What the task asks: Output the whole listing exactly, except for the pictures in it.

Extracted entries:
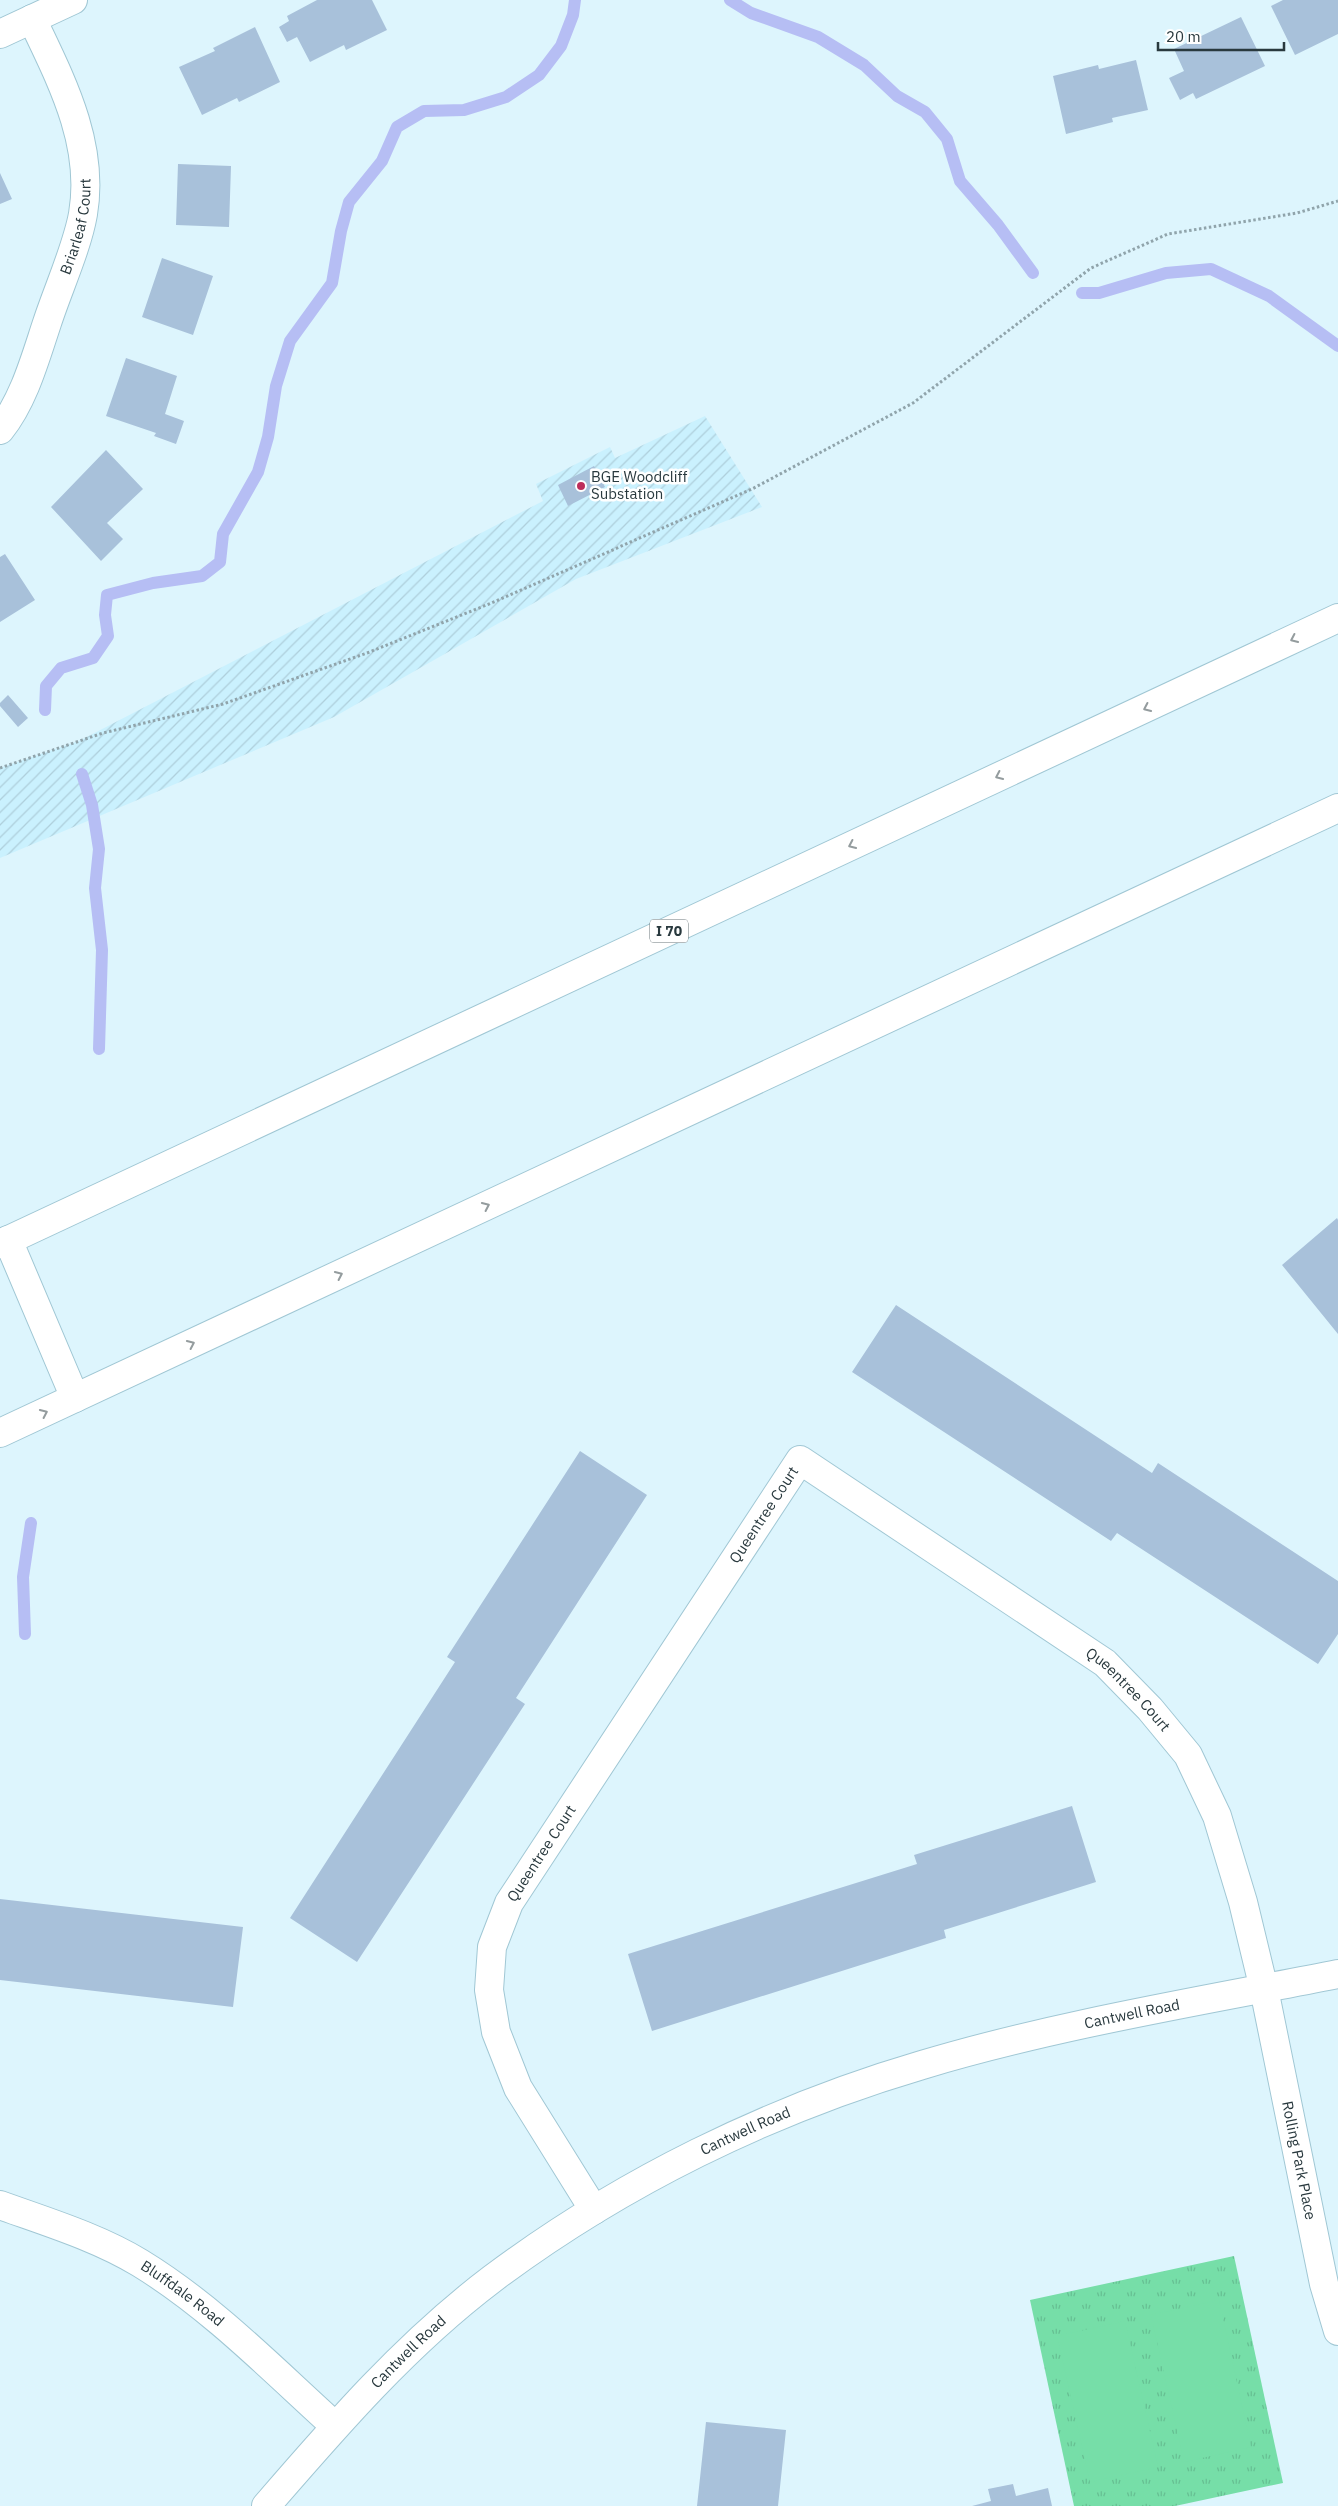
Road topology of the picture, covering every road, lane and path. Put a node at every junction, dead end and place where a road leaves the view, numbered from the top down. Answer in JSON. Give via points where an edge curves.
{"nodes":[{"id":1,"x":73,"y":0,"type":"edge"},
{"id":2,"x":32,"y":19,"type":"junction"},
{"id":3,"x":0,"y":34,"type":"edge"},
{"id":4,"x":1338,"y":202,"type":"edge"},
{"id":5,"x":0,"y":430,"type":"edge"},
{"id":6,"x":1338,"y":618,"type":"edge"},
{"id":7,"x":0,"y":768,"type":"edge"},
{"id":8,"x":1338,"y":808,"type":"edge"},
{"id":9,"x":4,"y":1242,"type":"edge"},
{"id":10,"x":76,"y":1398,"type":"junction"},
{"id":11,"x":0,"y":1433,"type":"edge"},
{"id":12,"x":1338,"y":1974,"type":"edge"},
{"id":13,"x":1264,"y":1989,"type":"junction"},
{"id":14,"x":0,"y":2205,"type":"edge"},
{"id":15,"x":594,"y":2210,"type":"junction"},
{"id":16,"x":1338,"y":2331,"type":"edge"},
{"id":17,"x":335,"y":2426,"type":"junction"},
{"id":18,"x":266,"y":2506,"type":"edge"}],
"edges":[{"from":1,"to":2,"type":"main road"},
{"from":2,"to":3,"type":"main road"},
{"from":2,"to":5,"type":"main road","name":"Briarleaf Court","via":[[64,86],[78,129],[87,177],[83,216],[51,312],[28,377]]},
{"from":4,"to":7,"type":"path","via":[[1297,213],[1168,234],[1091,268],[912,403],[752,489],[489,604],[367,653],[222,704],[103,733]]},
{"from":6,"to":9,"type":"main road","number":"I 70","one_way":true},
{"from":10,"to":8,"type":"main road","one_way":true},
{"from":9,"to":10,"type":"main road"},
{"from":11,"to":10,"type":"main road","one_way":true},
{"from":12,"to":13,"type":"main road","name":"Cantwell Road"},
{"from":13,"to":15,"type":"main road","name":"Cantwell Road","via":[[1033,2036],[921,2065],[809,2104],[707,2148]]},
{"from":13,"to":15,"type":"main road","name":"Queentree Court","via":[[1243,1902],[1217,1816],[1188,1755],[1150,1709],[1105,1663],[800,1460],[510,1903],[492,1946],[489,1990],[496,2032],[518,2088]]},
{"from":13,"to":16,"type":"main road","name":"Rolling Park Place","via":[[1324,2284]]},
{"from":14,"to":17,"type":"main road","name":"Bluffdale Road","via":[[71,2230],[140,2263],[206,2310]]},
{"from":15,"to":17,"type":"main road","name":"Cantwell Road","via":[[492,2279],[404,2354]]},
{"from":17,"to":18,"type":"main road","name":"Cantwell Road"}]}
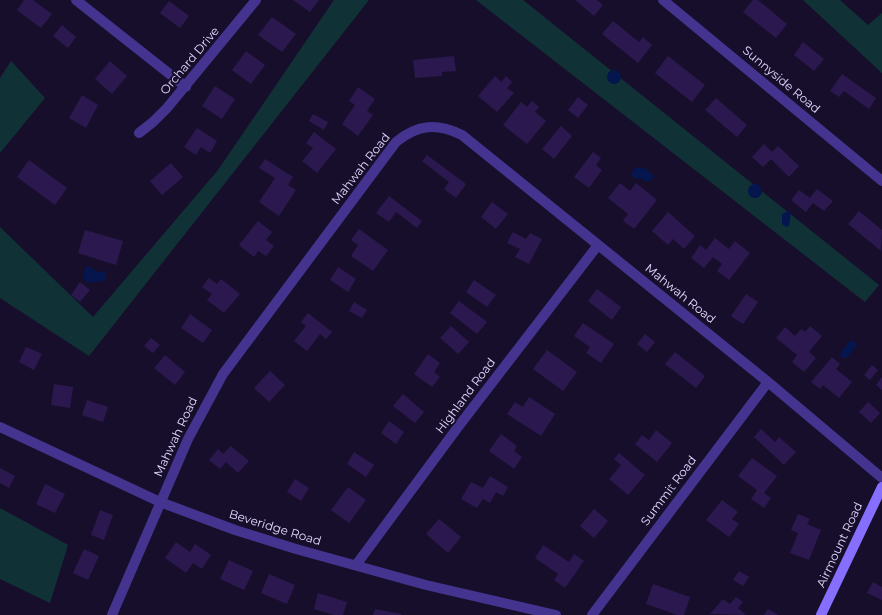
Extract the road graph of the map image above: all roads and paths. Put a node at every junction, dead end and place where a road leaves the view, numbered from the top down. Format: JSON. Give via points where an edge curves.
{"nodes":[{"id":1,"x":76,"y":0,"type":"edge"},
{"id":2,"x":256,"y":0,"type":"edge"},
{"id":3,"x":664,"y":0,"type":"edge"},
{"id":4,"x":186,"y":87,"type":"junction"},
{"id":5,"x":138,"y":133,"type":"dead end"},
{"id":6,"x":882,"y":180,"type":"edge"},
{"id":7,"x":598,"y":245,"type":"junction"},
{"id":8,"x":768,"y":382,"type":"junction"},
{"id":9,"x":0,"y":427,"type":"edge"},
{"id":10,"x":882,"y":478,"type":"edge"},
{"id":11,"x":882,"y":487,"type":"edge"},
{"id":12,"x":160,"y":502,"type":"junction"},
{"id":13,"x":356,"y":565,"type":"junction"},
{"id":14,"x":112,"y":615,"type":"edge"},
{"id":15,"x":556,"y":615,"type":"edge"},
{"id":16,"x":592,"y":615,"type":"edge"},
{"id":17,"x":822,"y":615,"type":"edge"}],
"edges":[{"from":1,"to":4,"type":"street"},
{"from":2,"to":4,"type":"street","name":"Orchard Drive"},
{"from":3,"to":6,"type":"street","name":"Sunnyside Road"},
{"from":4,"to":5,"type":"street","name":"Orchard Drive","via":[[153,122]]},
{"from":7,"to":8,"type":"street","name":"Mahwah Road"},
{"from":7,"to":12,"type":"street","name":"Mahwah Road","via":[[462,135],[440,127],[421,128],[404,136],[396,142],[223,374],[188,439]]},
{"from":7,"to":13,"type":"street","name":"Highland Road"},
{"from":8,"to":10,"type":"street","name":"Mahwah Road"},
{"from":8,"to":16,"type":"street","name":"Summit Road"},
{"from":9,"to":12,"type":"street","name":"Beveridge Road"},
{"from":11,"to":17,"type":"street","name":"Airmount Road"},
{"from":12,"to":13,"type":"street","name":"Beveridge Road","via":[[235,530]]},
{"from":12,"to":14,"type":"street","name":"Mahwah Road"},
{"from":13,"to":15,"type":"street","name":"Beveridge Road","via":[[426,585]]}]}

Answer for this exercise:
Road topology of the picture, covering every road, lane and path. Put a node at every junction, dead end and place where a road leaves the view, numbered from the top down. Answer in JSON. Give via points where an edge curves.
{"nodes":[{"id":1,"x":73,"y":0,"type":"edge"},
{"id":2,"x":32,"y":19,"type":"junction"},
{"id":3,"x":0,"y":34,"type":"edge"},
{"id":4,"x":1338,"y":202,"type":"edge"},
{"id":5,"x":0,"y":430,"type":"edge"},
{"id":6,"x":1338,"y":618,"type":"edge"},
{"id":7,"x":0,"y":768,"type":"edge"},
{"id":8,"x":1338,"y":808,"type":"edge"},
{"id":9,"x":4,"y":1242,"type":"edge"},
{"id":10,"x":76,"y":1398,"type":"junction"},
{"id":11,"x":0,"y":1433,"type":"edge"},
{"id":12,"x":1338,"y":1974,"type":"edge"},
{"id":13,"x":1264,"y":1989,"type":"junction"},
{"id":14,"x":0,"y":2205,"type":"edge"},
{"id":15,"x":594,"y":2210,"type":"junction"},
{"id":16,"x":1338,"y":2331,"type":"edge"},
{"id":17,"x":335,"y":2426,"type":"junction"},
{"id":18,"x":266,"y":2506,"type":"edge"}],
"edges":[{"from":1,"to":2,"type":"main road"},
{"from":2,"to":3,"type":"main road"},
{"from":2,"to":5,"type":"main road","name":"Briarleaf Court","via":[[64,86],[78,129],[87,177],[83,216],[51,312],[28,377]]},
{"from":4,"to":7,"type":"path","via":[[1297,213],[1168,234],[1091,268],[912,403],[752,489],[489,604],[367,653],[222,704],[103,733]]},
{"from":6,"to":9,"type":"main road","number":"I 70","one_way":true},
{"from":10,"to":8,"type":"main road","one_way":true},
{"from":9,"to":10,"type":"main road"},
{"from":11,"to":10,"type":"main road","one_way":true},
{"from":12,"to":13,"type":"main road","name":"Cantwell Road"},
{"from":13,"to":15,"type":"main road","name":"Cantwell Road","via":[[1033,2036],[921,2065],[809,2104],[707,2148]]},
{"from":13,"to":15,"type":"main road","name":"Queentree Court","via":[[1243,1902],[1217,1816],[1188,1755],[1150,1709],[1105,1663],[800,1460],[510,1903],[492,1946],[489,1990],[496,2032],[518,2088]]},
{"from":13,"to":16,"type":"main road","name":"Rolling Park Place","via":[[1324,2284]]},
{"from":14,"to":17,"type":"main road","name":"Bluffdale Road","via":[[71,2230],[140,2263],[206,2310]]},
{"from":15,"to":17,"type":"main road","name":"Cantwell Road","via":[[492,2279],[404,2354]]},
{"from":17,"to":18,"type":"main road","name":"Cantwell Road"}]}
Extract the road graph of the map image above: all roads and paths. Put a node at every junction, dead end and place where a road leaves the view, numbered from the top down. Format: JSON. Give via points where an edge curves.
{"nodes":[{"id":1,"x":76,"y":0,"type":"edge"},
{"id":2,"x":256,"y":0,"type":"edge"},
{"id":3,"x":664,"y":0,"type":"edge"},
{"id":4,"x":186,"y":87,"type":"junction"},
{"id":5,"x":138,"y":133,"type":"dead end"},
{"id":6,"x":882,"y":180,"type":"edge"},
{"id":7,"x":598,"y":245,"type":"junction"},
{"id":8,"x":768,"y":382,"type":"junction"},
{"id":9,"x":0,"y":427,"type":"edge"},
{"id":10,"x":882,"y":478,"type":"edge"},
{"id":11,"x":882,"y":487,"type":"edge"},
{"id":12,"x":160,"y":502,"type":"junction"},
{"id":13,"x":356,"y":565,"type":"junction"},
{"id":14,"x":112,"y":615,"type":"edge"},
{"id":15,"x":556,"y":615,"type":"edge"},
{"id":16,"x":592,"y":615,"type":"edge"},
{"id":17,"x":822,"y":615,"type":"edge"}],
"edges":[{"from":1,"to":4,"type":"street"},
{"from":2,"to":4,"type":"street","name":"Orchard Drive"},
{"from":3,"to":6,"type":"street","name":"Sunnyside Road"},
{"from":4,"to":5,"type":"street","name":"Orchard Drive","via":[[153,122]]},
{"from":7,"to":8,"type":"street","name":"Mahwah Road"},
{"from":7,"to":12,"type":"street","name":"Mahwah Road","via":[[462,135],[440,127],[421,128],[404,136],[396,142],[223,374],[188,439]]},
{"from":7,"to":13,"type":"street","name":"Highland Road"},
{"from":8,"to":10,"type":"street","name":"Mahwah Road"},
{"from":8,"to":16,"type":"street","name":"Summit Road"},
{"from":9,"to":12,"type":"street","name":"Beveridge Road"},
{"from":11,"to":17,"type":"street","name":"Airmount Road"},
{"from":12,"to":13,"type":"street","name":"Beveridge Road","via":[[235,530]]},
{"from":12,"to":14,"type":"street","name":"Mahwah Road"},
{"from":13,"to":15,"type":"street","name":"Beveridge Road","via":[[426,585]]}]}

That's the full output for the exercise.